Unrest is brewing among Assam’s tea tribes, whose forefathers were brought here by British planters from neighbouring Bihar and Orissa more than a century ago, as changing weather patterns upset the economics of the industry.
Scientists say climate change is to blame for uneven rainfall that is cutting yields and lifting costs for tea firms such as McLeod Russel, Tata Global Beverages and Jay Shree Tea.
While rainfall has declined and become concentrated, temperatures have risen — ideal conditions for pests like looper caterpillar and tea mosquito to infest the light green tea shoots just before they are ready to be plucked for processing.
Use of pesticides and fertilisers has nearly doubled as a result in Assam’s 800 big tea plantations, known as gardens, and the rising costs are making Indian tea less competitive.
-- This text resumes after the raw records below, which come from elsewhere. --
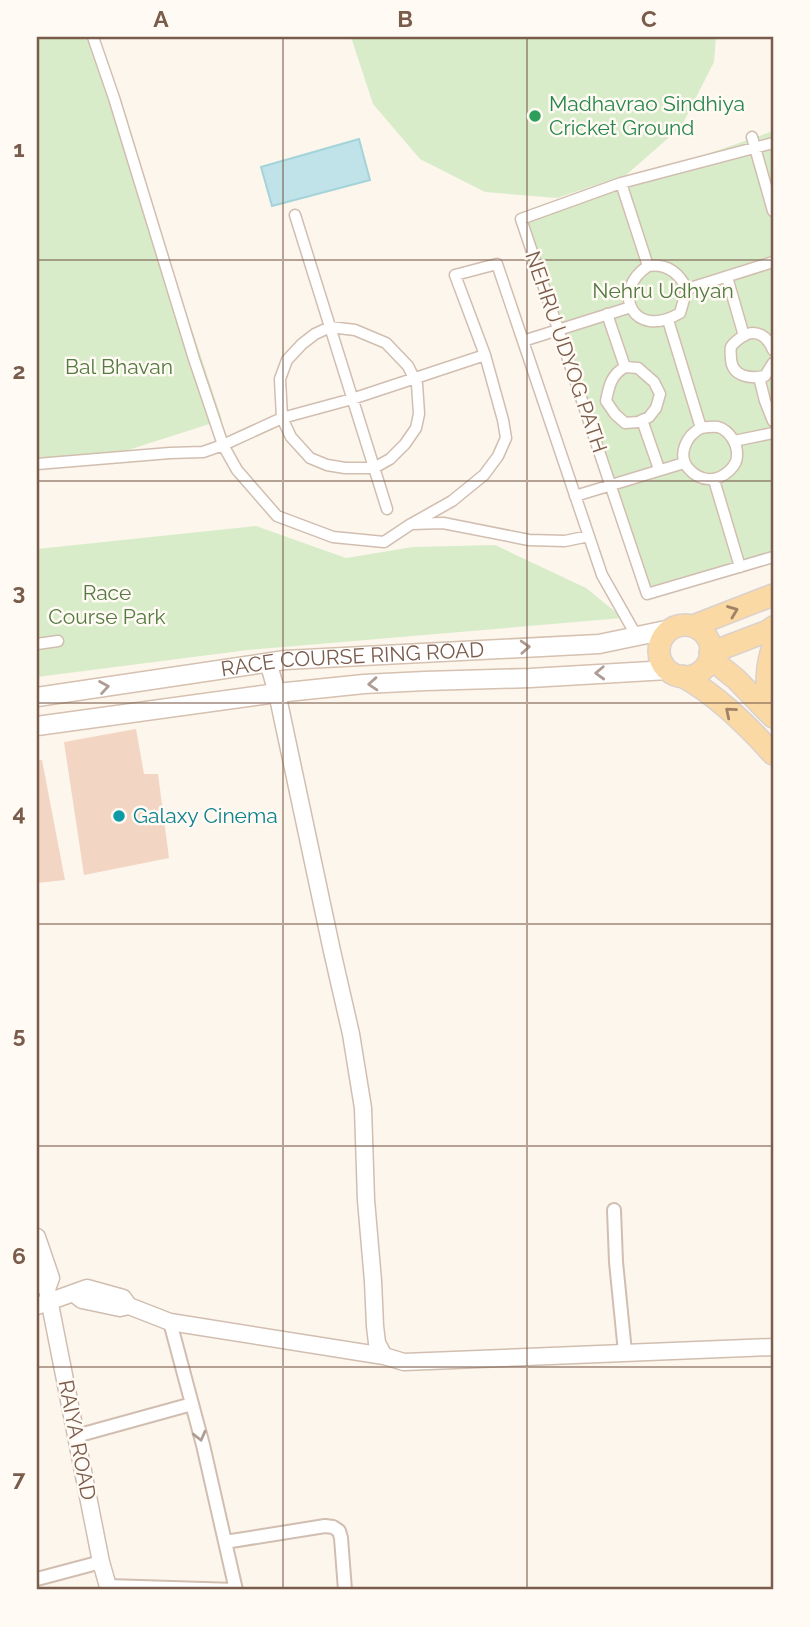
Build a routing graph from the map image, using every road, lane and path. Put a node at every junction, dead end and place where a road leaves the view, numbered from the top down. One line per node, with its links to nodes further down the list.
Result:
1 (93, 37): 32 (street)
2 (752, 137): 4 (street)
3 (773, 143): 4 (street, NEHRU UDYOG PATH)
4 (756, 149): 5 (street, NEHRU UDYOG PATH); 6 (street)
5 (621, 183): 9 (street); 16 (street, NEHRU UDYOG PATH)
6 (773, 211)
7 (295, 215): 15 (street)
8 (773, 262): 10 (street)
9 (648, 266): 11 (street); 12 (street)
10 (727, 277): 11 (street); 17 (street)
11 (687, 289): 14 (street)
12 (631, 307): 13 (street); 14 (street)
13 (607, 314): 16 (street); 22 (street)
14 (668, 320): 29 (street)
15 (330, 327): 23 (street); 25 (street); 26 (street)
16 (559, 330): 18 (street); 43 (street, NEHRU UDYOG PATH)
17 (744, 336): 19 (street); 24 (street)
18 (523, 341): 20 (street); 38 (street)
19 (773, 350)
20 (485, 355): 23 (street); 40 (street)
21 (773, 363): 24 (street)
22 (625, 367): 27 (street); 27 (street)
23 (414, 377): 25 (street); 35 (street)
24 (759, 377): 28 (street)
25 (352, 399): 26 (street); 35 (street)
26 (282, 418): 32 (street); 35 (street)
27 (642, 420): 36 (street)
28 (773, 421)
29 (701, 428): 31 (street); 33 (street)
30 (773, 433): 31 (street)
31 (734, 441): 37 (street)
32 (223, 444): 34 (street); 40 (street)
33 (684, 463): 36 (street); 37 (street)
34 (37, 464)
35 (374, 468): 39 (street)
36 (659, 469): 38 (street)
37 (713, 480): 43 (street)
38 (575, 496): 41 (street)
39 (387, 509)
40 (411, 524): 41 (street)
41 (589, 536): 48 (street)
42 (773, 557): 43 (street, NEHRU UDYOG PATH)
43 (740, 567)
44 (773, 595): 45 (main road, one-way to 44)
45 (693, 626): 47 (main road); 52 (main road)
46 (773, 627): 52 (main road)
47 (671, 629): 48 (main road, RACE COURSE RING ROAD); 54 (main road)
48 (636, 635): 53 (main road, RACE COURSE RING ROAD, one-way to 48)
49 (58, 641): 50 (street)
50 (37, 644)
51 (773, 647): 57 (main road)
52 (710, 656): 54 (main road); 57 (main road)
53 (268, 662): 55 (street); 56 (main road, RACE COURSE RING ROAD, one-way to 53)
54 (675, 673): 55 (main road, RACE COURSE RING ROAD, one-way to 55); 59 (main road, one-way to 54)
55 (277, 694): 58 (main road, RACE COURSE RING ROAD); 67 (street)
56 (37, 697)
57 (771, 714)
58 (37, 726)
59 (773, 754)
60 (614, 1210): 66 (street)
61 (37, 1237): 63 (street, RAIYA ROAD)
62 (37, 1272): 63 (street, RAIYA ROAD)
63 (44, 1299): 64 (street); 69 (street, RAIYA ROAD)
64 (170, 1322): 67 (street); 68 (street)
65 (772, 1346): 66 (street)
66 (625, 1352): 67 (street)
67 (384, 1356)
68 (192, 1404): 69 (street); 70 (street, one-way to 70)
69 (76, 1436): 71 (street, RAIYA ROAD)
70 (225, 1542): 74 (street); 75 (street)
71 (101, 1562): 72 (street); 73 (street, RAIYA ROAD)
72 (42, 1583)
73 (108, 1588): 74 (street)
74 (236, 1590)
75 (345, 1590)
As a result, firms in Assam are resisting calls from activists and student leaders to lift the daily wage of tea workers from about $ 2 agreed to recently, blaming weak prices and the doubling of crop expenses over the past 10 years.
Assam chief minister Tarun Gogoi has sided with the workers ahead of state polls due early next year.
Tea tribe votes can swing results in about a quarter of the seats in Assam, the country’s main growing area, and the BJP has been making inroads.
In an interview to Reuters, CM Gogoi denied an opportunistic motive behind his call for the wage to be raised to about $ 3 a day. “I had warned the tea planters about climate change but they did not take care for a long time,” Mr Gogoi said.